Under Rule 166a(i), a no-evidence motion for summary judgment “must be specific in challenging the evidentiary support for an element of a claim or defense; paragraph (i) does not authorize conclusory motions or general no-evidence challenges to an opponent's case. ” Tex. R. Civ. P. 166a(i) (cmt. 1997). “The underlying purpose of this requirement ‘is to provide the opposing party with adequate information for opposing the motion, and to define the issues for the purpose of summary judgment.’” Timpte Indus., Inc. v. Gish, 286 S.W.3d 306, 311 (Tex. 2009) (quoting Westchester Fire Ins. Co. v. Alvarez, 576 S.W.2d 771, 772 (Tex. 1978)). The Supreme Court of Texas has “analogized this purpose to that of the ‘fair notice’ pleading requirements of Rules 45(b) and 47(a).” Id. (citing Westchester Fire, 576 S.W.2d 772–73).

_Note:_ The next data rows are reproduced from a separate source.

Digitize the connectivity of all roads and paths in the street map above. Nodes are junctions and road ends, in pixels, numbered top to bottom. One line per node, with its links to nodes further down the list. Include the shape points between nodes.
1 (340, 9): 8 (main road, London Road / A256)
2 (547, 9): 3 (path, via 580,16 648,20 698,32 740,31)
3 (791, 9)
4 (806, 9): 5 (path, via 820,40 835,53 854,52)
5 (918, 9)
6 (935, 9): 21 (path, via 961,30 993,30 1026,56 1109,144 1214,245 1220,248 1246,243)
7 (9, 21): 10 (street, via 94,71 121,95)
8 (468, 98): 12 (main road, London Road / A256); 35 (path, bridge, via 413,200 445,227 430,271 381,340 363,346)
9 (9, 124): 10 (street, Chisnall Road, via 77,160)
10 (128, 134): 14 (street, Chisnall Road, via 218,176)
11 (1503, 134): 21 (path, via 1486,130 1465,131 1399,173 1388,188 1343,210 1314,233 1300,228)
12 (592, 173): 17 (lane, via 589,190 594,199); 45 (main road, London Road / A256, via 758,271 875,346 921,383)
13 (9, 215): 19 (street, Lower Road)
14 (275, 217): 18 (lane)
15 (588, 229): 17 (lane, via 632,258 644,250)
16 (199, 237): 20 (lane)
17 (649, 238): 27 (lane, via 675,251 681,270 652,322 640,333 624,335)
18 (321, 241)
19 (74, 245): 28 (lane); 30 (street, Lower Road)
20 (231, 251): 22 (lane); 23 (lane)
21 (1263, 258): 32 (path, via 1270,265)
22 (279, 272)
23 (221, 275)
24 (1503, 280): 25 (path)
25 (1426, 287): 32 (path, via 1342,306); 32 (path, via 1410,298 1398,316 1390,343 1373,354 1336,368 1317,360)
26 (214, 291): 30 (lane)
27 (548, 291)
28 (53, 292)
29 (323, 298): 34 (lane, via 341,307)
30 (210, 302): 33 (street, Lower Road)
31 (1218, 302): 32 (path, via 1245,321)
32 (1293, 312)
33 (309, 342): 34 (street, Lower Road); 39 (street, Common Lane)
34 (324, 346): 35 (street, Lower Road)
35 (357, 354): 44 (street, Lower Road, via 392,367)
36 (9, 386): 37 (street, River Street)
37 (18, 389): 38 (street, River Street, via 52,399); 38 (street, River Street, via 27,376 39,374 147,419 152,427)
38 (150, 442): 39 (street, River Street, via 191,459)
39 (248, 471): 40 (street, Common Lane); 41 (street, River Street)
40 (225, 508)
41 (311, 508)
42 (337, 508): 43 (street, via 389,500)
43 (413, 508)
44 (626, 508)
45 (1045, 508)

Transocean’s no-evidence motion gives fair notice to Dworschak that it was challenging his failure to exhaust his administrative remedies before suing for age-discrimination in a civil action. Despite this notice, Dworschak attaches no evidence and otherwise makes no attempt in his response to the summary-judgment motions to raise a fact issue on the question of exhaustion of remedies. Accordingly, the trial court correctly granted summary judgment on Dworschak’s age-discrimination claim.
* * *
We affirm the trial court’s no-evidence summary judgment.
/s/ Jeffrey V. Brown
Justice
Panel consists of Justices Anderson, Brown, and Christopher.